What I fail to understand is why cases equivalent to my hypothetical are assuming such importance among Beauchamp's champions. Would it weigh equally if I had loudly opined by the office water cooler, instead of blogging? If I had thought about it but kept my beliefs to myself?

Since there are tens or hundreds of thousands of web-logs, it is surely true that some bloggers have asserted Scott Thomas' non-existence or non-service. I haven't checked, because the point doesn't seem worth discussing (but here we are).

It is clear that critics-of-Beauchamp's-critics read these threads, and often jump in to comment. Two quick questions for you:

-- Why does it matter if some bloggers incorrectly accused Scott Thomas of non-service, and were then proved wrong?

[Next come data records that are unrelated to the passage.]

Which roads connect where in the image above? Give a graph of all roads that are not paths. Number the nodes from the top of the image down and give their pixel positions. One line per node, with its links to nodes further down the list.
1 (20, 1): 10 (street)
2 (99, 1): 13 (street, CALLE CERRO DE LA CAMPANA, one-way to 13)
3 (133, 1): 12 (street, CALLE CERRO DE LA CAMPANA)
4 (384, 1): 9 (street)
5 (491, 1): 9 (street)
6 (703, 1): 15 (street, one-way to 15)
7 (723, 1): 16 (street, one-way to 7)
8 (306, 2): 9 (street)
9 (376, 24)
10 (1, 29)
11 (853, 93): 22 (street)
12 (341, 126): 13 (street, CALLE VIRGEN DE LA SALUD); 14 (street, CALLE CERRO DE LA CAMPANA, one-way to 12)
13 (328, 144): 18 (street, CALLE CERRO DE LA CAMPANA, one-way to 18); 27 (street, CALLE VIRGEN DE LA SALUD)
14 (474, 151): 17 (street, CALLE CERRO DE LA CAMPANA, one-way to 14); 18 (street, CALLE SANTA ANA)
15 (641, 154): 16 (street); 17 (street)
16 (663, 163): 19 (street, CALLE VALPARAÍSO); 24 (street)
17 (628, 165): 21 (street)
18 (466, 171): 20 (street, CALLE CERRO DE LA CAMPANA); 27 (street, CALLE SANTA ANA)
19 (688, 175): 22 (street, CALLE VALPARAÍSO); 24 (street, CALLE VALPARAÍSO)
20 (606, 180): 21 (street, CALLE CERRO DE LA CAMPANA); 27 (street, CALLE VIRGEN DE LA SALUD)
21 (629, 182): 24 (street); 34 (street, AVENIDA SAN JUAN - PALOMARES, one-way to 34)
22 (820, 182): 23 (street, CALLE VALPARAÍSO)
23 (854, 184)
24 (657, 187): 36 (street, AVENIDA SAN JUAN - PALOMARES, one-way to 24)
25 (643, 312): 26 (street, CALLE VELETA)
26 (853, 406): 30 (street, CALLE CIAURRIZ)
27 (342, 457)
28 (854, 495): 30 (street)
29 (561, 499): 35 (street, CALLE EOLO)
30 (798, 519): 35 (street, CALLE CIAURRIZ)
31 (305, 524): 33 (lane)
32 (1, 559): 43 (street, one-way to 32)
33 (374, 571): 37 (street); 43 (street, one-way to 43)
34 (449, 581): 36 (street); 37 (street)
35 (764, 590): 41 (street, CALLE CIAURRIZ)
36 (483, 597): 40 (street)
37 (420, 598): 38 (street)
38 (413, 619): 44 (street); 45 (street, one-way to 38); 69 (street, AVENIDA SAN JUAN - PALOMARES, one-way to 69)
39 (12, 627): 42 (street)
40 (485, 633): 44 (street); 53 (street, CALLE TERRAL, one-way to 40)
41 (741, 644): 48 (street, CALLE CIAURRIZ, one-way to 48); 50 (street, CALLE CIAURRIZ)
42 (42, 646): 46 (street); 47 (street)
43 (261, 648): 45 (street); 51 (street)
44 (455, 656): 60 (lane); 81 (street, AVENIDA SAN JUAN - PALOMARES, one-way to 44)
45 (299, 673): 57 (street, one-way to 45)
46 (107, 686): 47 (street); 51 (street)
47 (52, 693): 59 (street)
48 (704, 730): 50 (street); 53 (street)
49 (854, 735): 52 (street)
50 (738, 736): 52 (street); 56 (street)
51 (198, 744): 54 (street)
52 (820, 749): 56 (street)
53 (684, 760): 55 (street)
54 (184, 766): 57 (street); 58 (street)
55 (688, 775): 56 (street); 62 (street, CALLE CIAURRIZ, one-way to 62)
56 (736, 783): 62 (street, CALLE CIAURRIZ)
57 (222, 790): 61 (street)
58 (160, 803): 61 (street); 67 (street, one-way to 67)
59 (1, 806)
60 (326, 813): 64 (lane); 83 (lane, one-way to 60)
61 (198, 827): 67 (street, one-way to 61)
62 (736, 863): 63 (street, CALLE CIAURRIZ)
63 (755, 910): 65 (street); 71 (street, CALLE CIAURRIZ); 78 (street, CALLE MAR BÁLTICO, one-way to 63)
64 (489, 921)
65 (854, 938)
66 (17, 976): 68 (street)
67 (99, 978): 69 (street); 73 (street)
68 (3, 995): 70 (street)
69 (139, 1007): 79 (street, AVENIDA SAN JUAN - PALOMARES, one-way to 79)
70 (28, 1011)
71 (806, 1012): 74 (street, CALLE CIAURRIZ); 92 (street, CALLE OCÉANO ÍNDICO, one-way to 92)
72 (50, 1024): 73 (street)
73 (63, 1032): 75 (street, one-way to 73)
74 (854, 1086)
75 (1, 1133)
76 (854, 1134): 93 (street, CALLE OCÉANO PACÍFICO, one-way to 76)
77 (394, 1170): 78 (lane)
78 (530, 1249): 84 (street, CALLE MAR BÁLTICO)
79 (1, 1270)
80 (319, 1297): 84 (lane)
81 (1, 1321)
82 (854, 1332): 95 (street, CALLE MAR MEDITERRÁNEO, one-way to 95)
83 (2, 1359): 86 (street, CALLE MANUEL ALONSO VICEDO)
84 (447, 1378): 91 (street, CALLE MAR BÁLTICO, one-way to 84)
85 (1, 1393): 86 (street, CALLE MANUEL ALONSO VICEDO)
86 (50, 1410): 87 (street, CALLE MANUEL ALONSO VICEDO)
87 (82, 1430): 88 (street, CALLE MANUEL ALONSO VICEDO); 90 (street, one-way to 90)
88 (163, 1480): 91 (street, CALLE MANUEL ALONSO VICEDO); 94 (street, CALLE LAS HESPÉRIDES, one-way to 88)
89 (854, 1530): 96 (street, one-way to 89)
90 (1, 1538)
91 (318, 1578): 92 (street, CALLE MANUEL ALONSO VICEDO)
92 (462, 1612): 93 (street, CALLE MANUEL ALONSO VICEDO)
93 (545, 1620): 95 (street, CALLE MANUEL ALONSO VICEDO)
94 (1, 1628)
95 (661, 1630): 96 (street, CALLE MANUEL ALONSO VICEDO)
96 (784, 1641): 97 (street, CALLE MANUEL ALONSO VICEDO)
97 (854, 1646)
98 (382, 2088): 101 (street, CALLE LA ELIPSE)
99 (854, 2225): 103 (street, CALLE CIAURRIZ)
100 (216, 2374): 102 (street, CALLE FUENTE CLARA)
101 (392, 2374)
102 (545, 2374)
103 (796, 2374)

-- Since it matters, can you link to posts of the high-traffic bloggers who have committed this infraction? Say, bloggers in the top-200 positions of NZ Bear's Ecosystem?

Thanks in advance.

Posted by: AMac at August 1, 2007 08:50 AM

CY:

I'm confused. I thought that all enlightened individuals were to question authority (TNR) and be relentless truthseekers (a la Michael Moore, Chomsky, etc.)or else be lickspittle automatons manipulated by greedy corporate interests into having their consent manufactured and pockets picked.

Maybe it is beyond the comprehension of some Leftists, but they do not have a monopoly on critical thinking skills. Their "truth" can get the reasoned pinata treatment too.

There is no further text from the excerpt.